### PROBLEM DESCRIPTION
Copy each line of the entries that contains the word "lane".

### Saved data entries
*** Block opens ***
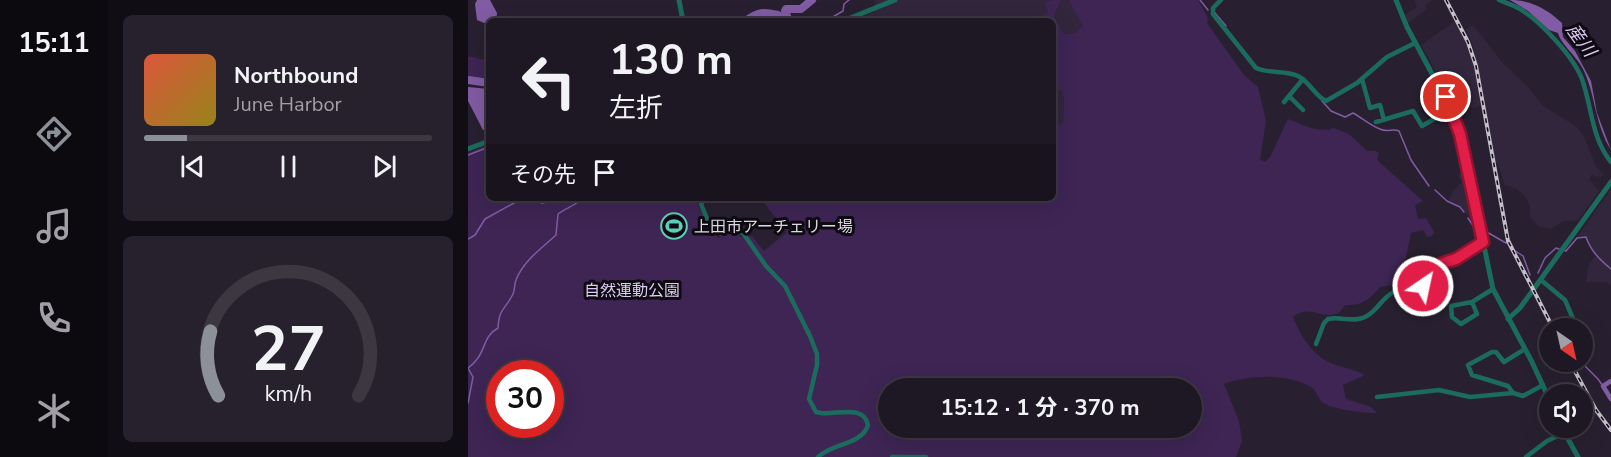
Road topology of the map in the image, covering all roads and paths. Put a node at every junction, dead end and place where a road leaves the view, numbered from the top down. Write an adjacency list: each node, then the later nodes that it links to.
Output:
1 (679, 0): 6 (street)
2 (895, 0): 7 (street)
3 (1221, 0): 9 (street)
4 (1396, 0): 8 (street)
5 (1499, 0): 19 (street)
6 (682, 18)
7 (850, 18)
8 (1415, 43): 10 (street); 13 (street)
9 (1303, 79): 10 (street); 11 (street)
10 (1362, 79): 15 (street)
11 (1289, 96): 12 (street); 14 (street)
12 (1284, 102)
13 (1452, 109): 15 (street); 22 (street)
14 (1304, 110)
15 (1384, 120): 16 (street)
16 (1376, 122)
17 (486, 142): 18 (street)
18 (468, 149)
19 (1611, 162)
20 (1611, 182): 23 (street)
21 (704, 201): 36 (street)
22 (1483, 242): 24 (street); 28 (street)
23 (1540, 280): 26 (street); 27 (street)
24 (1494, 289): 25 (street); 27 (street)
25 (1472, 302): 25 (street)
26 (1572, 318)
27 (1508, 319): 29 (street)
28 (1316, 344)
29 (1525, 349): 30 (street); 32 (street)
30 (1542, 384)
31 (1539, 387): 32 (street)
32 (1513, 393): 33 (street)
33 (1377, 397)
34 (1551, 438): 39 (street)
35 (1567, 438): 40 (street)
36 (818, 457)
37 (892, 457): 38 (street)
38 (926, 457)
39 (1526, 457)
40 (1578, 457)

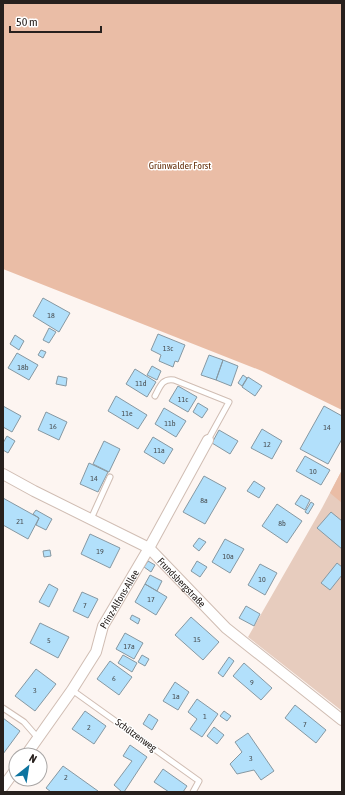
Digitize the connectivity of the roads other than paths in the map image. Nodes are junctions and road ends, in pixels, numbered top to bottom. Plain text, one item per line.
1 (155, 396) dead end
2 (208, 440) joint
3 (3, 474) edge
4 (110, 478) dead end
5 (92, 519) junction
6 (149, 548) junction
7 (72, 690) junction
8 (3, 708) edge
9 (342, 720) edge
10 (38, 738) junction
11 (32, 747) edge
12 (193, 792) edge

1 - 2 lane
2 - 6 street, Prinz-Alfons-Allee
3 - 5 street, Frundsbergstraße
4 - 5 lane
5 - 6 street, Frundsbergstraße
6 - 7 street, Prinz-Alfons-Allee
6 - 9 street, Frundsbergstraße
7 - 10 street, Prinz-Alfons-Allee
7 - 12 lane, Schützenweg
8 - 10 lane
10 - 11 street, Prinz-Alfons-Allee

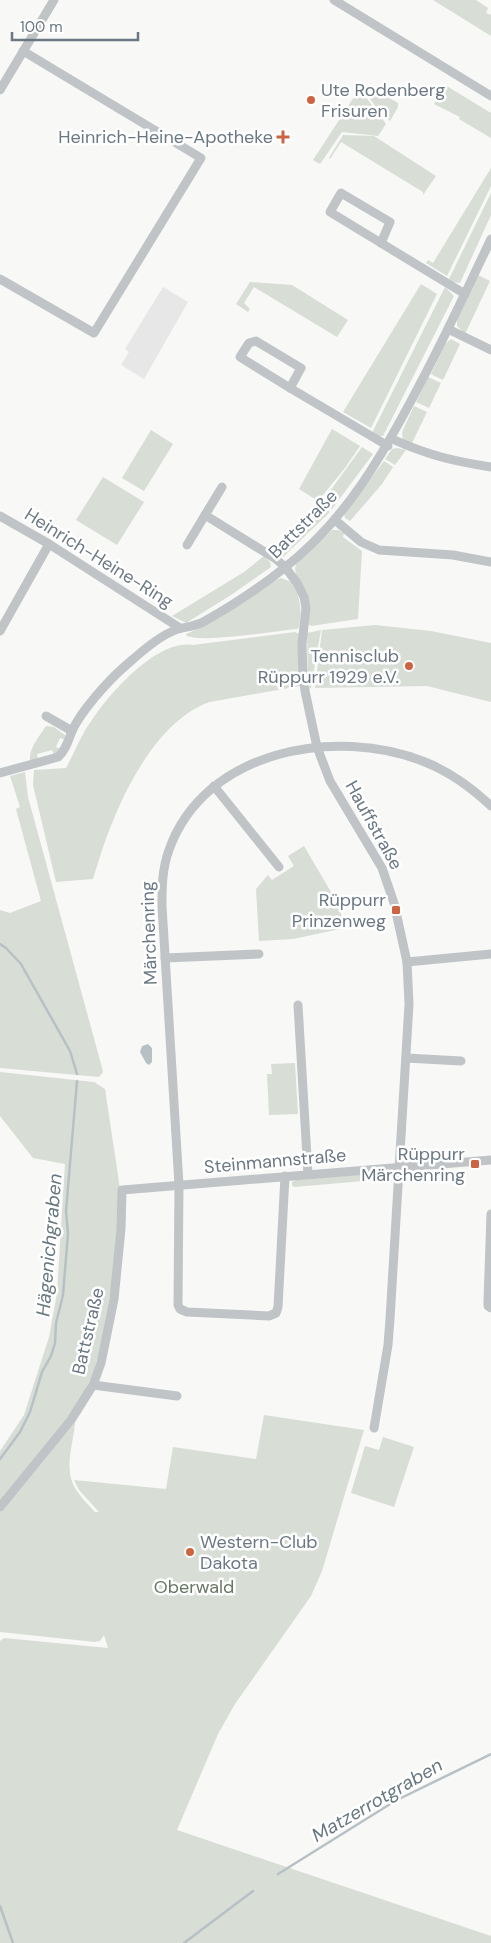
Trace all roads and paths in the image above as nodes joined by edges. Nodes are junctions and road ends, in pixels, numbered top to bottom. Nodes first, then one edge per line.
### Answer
1 (54, 0) edge
2 (334, 0) edge
3 (23, 51) junction
4 (0, 90) edge
5 (491, 96) edge
6 (491, 239) edge
7 (380, 243) junction
8 (0, 279) edge
9 (465, 294) junction
10 (448, 329) junction
11 (491, 350) edge
12 (290, 388) junction
13 (390, 443) junction
14 (491, 467) edge
15 (222, 487) dead end
16 (205, 515) junction
17 (0, 516) edge
18 (335, 520) junction
19 (50, 544) junction
20 (187, 545) dead end
21 (491, 562) edge
22 (285, 567) junction
23 (180, 628) junction
24 (0, 631) edge
25 (46, 716) dead end
26 (72, 731) junction
27 (317, 747) junction
28 (0, 774) edge
29 (214, 786) junction
30 (491, 806) edge
31 (279, 867) dead end
32 (258, 954) dead end
33 (491, 954) edge
34 (165, 958) junction
35 (407, 962) junction
36 (298, 1005) dead end
37 (406, 1058) junction
38 (461, 1061) dead end
39 (491, 1160) edge
40 (400, 1166) junction
41 (308, 1174) junction
42 (285, 1176) junction
43 (179, 1185) junction
44 (122, 1190) joint
45 (491, 1214) edge
46 (491, 1308) edge
47 (93, 1385) junction
48 (177, 1396) dead end
49 (374, 1428) dead end
50 (0, 1508) edge

1 - 3 street
2 - 5 street
3 - 4 street
3 - 8 street
6 - 9 street, Battstraße
7 - 7 street
7 - 9 street
9 - 10 street, Battstraße
10 - 11 street
10 - 13 street, Battstraße
12 - 12 street
12 - 13 street
13 - 14 street
13 - 18 street, Battstraße
15 - 16 street
16 - 20 street
16 - 22 street, Hauffstraße
17 - 19 street, Heinrich-Heine-Ring
18 - 21 street
18 - 22 street, Battstraße
19 - 23 street, Heinrich-Heine-Ring
19 - 24 street
22 - 23 street, Battstraße
22 - 27 street, Hauffstraße
23 - 26 street, Battstraße
25 - 26 street
26 - 28 street, Battstraße
27 - 29 street, Märchenring
27 - 30 street, Märchenring
27 - 35 street, Hauffstraße
29 - 31 street
29 - 34 street, Märchenring
32 - 34 street
33 - 35 street
34 - 43 street, Märchenring
35 - 37 street, Hauffstraße
36 - 41 street
37 - 38 street
37 - 40 street, Hauffstraße
39 - 40 street, Steinmannstraße
40 - 41 street, Steinmannstraße
40 - 49 street, Hauffstraße
41 - 42 street, Steinmannstraße
42 - 43 street, Steinmannstraße
42 - 43 street, Märchenring
43 - 44 street, Steinmannstraße
44 - 47 street, Battstraße
45 - 46 street
47 - 48 street
47 - 50 street, Battstraße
*** Block closes ***
### SOLVED PROBLEM
1 - 2 lane
4 - 5 lane
7 - 12 lane, Schützenweg
8 - 10 lane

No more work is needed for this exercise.